## REQUIRED WORK
Below are records; work out how many of their lines contain "Hargreaves" and give only that number.

◇ ◇ ◇ ◇ ◇ ◇ ◇

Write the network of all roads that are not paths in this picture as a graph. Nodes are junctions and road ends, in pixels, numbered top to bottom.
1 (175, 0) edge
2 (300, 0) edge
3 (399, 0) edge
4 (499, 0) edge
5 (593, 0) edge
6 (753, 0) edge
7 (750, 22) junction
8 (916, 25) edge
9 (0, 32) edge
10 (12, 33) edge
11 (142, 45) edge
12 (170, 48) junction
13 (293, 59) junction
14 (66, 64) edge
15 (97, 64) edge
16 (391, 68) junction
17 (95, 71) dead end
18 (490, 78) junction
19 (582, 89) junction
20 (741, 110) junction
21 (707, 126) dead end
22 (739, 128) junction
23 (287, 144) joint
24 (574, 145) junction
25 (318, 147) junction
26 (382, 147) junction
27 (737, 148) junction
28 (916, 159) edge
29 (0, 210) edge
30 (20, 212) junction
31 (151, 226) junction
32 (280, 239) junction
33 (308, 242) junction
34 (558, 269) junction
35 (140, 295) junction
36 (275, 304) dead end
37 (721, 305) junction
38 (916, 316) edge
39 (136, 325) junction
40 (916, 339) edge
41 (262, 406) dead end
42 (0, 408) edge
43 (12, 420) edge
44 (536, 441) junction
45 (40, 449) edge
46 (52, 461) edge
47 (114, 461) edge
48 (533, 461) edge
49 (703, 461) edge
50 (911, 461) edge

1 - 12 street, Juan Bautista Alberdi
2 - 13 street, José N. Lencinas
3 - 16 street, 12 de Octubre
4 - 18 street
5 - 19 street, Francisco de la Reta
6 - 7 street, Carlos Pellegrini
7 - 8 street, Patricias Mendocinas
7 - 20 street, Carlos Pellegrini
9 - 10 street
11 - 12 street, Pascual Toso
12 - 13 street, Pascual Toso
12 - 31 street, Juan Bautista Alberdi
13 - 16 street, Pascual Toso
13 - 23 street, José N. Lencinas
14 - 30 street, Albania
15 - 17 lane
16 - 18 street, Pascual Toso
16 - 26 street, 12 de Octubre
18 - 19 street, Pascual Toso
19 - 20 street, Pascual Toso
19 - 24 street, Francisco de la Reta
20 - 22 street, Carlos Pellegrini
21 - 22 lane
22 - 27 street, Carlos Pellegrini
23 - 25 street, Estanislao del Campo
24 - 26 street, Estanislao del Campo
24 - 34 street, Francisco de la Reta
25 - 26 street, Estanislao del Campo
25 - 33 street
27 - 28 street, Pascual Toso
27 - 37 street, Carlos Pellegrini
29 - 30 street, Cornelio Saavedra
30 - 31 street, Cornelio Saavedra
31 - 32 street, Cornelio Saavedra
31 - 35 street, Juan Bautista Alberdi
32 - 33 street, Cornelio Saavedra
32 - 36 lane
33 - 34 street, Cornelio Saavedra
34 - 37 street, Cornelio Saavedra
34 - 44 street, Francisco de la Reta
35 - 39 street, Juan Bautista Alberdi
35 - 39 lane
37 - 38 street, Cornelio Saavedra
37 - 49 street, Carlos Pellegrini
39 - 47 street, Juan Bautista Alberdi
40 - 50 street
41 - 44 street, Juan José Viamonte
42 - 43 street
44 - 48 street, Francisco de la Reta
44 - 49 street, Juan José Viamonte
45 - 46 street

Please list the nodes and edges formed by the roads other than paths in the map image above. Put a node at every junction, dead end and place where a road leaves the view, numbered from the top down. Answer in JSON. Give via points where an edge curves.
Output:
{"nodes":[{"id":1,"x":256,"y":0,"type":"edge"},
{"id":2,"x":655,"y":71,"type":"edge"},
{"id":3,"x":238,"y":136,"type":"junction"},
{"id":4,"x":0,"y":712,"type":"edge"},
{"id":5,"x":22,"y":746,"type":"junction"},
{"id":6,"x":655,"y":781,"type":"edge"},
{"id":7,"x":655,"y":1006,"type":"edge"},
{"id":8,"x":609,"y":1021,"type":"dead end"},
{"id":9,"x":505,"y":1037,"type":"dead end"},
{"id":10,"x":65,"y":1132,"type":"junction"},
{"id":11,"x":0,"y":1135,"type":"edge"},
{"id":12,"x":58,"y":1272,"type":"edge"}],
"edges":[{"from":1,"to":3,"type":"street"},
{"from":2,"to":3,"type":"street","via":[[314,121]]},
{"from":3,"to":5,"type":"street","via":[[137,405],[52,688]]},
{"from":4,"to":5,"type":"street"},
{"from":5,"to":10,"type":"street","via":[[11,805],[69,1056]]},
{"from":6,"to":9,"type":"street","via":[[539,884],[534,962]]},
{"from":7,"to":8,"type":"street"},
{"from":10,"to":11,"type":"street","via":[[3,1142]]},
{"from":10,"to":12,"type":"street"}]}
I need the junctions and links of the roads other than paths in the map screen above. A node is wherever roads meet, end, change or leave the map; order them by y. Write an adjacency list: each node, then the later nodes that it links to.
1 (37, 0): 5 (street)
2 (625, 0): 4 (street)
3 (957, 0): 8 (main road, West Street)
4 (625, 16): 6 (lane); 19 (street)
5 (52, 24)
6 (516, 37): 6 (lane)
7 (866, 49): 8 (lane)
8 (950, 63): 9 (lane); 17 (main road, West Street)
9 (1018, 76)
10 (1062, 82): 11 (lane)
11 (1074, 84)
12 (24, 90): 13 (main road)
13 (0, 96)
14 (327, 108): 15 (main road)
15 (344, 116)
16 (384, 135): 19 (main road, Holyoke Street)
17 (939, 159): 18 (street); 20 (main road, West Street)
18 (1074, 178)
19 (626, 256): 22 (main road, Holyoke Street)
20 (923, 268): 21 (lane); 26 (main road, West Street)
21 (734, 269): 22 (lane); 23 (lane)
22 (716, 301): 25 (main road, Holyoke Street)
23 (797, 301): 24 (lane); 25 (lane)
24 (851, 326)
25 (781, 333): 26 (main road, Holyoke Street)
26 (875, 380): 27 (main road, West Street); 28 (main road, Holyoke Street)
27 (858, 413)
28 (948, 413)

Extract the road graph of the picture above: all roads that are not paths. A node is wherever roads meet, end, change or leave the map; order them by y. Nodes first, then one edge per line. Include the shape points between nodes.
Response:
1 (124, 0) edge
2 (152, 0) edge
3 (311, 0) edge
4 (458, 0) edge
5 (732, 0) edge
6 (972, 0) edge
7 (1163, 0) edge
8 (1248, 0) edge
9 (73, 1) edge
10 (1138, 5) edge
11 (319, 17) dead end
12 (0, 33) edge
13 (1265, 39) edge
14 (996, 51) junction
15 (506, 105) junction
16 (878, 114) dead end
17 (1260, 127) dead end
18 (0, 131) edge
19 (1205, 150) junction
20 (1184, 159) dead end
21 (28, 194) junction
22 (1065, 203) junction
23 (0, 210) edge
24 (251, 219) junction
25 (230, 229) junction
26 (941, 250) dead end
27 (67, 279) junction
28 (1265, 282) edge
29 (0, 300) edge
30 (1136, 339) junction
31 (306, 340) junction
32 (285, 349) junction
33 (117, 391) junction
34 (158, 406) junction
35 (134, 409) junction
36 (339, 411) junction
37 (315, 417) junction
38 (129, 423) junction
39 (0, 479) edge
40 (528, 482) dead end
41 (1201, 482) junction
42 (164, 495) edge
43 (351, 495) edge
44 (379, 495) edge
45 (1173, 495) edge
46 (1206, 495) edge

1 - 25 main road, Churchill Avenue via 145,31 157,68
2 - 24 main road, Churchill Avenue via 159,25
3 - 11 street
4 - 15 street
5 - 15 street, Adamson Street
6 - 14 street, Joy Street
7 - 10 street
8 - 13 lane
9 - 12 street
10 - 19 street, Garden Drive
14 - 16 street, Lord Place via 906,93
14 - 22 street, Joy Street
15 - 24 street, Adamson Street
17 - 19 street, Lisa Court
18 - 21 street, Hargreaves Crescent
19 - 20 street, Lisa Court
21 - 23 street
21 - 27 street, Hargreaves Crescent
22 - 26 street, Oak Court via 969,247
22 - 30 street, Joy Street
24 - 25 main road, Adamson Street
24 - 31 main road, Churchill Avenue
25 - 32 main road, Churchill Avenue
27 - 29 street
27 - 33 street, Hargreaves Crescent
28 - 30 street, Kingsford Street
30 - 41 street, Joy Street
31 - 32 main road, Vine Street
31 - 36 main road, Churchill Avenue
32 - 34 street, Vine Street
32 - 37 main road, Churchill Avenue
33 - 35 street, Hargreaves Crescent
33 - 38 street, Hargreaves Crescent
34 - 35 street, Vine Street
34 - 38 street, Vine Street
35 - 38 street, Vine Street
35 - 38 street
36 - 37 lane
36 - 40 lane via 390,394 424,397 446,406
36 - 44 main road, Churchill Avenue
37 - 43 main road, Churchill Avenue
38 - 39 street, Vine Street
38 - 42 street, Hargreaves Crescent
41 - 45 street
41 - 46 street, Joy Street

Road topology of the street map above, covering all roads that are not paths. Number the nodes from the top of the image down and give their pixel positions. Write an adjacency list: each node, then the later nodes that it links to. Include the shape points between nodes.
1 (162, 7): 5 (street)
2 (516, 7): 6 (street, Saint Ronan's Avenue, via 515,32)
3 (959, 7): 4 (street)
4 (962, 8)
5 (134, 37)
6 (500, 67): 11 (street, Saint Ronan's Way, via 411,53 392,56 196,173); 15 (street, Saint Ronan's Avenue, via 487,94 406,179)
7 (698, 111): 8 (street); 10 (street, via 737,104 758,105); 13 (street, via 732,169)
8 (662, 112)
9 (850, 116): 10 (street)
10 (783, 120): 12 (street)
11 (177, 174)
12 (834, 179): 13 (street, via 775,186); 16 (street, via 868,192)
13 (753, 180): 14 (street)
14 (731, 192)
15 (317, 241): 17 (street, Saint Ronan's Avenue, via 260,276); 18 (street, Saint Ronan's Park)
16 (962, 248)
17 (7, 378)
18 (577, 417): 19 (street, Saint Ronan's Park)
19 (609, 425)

◇ ◇ ◇ ◇ ◇ ◇ ◇

## TASK RESULT
6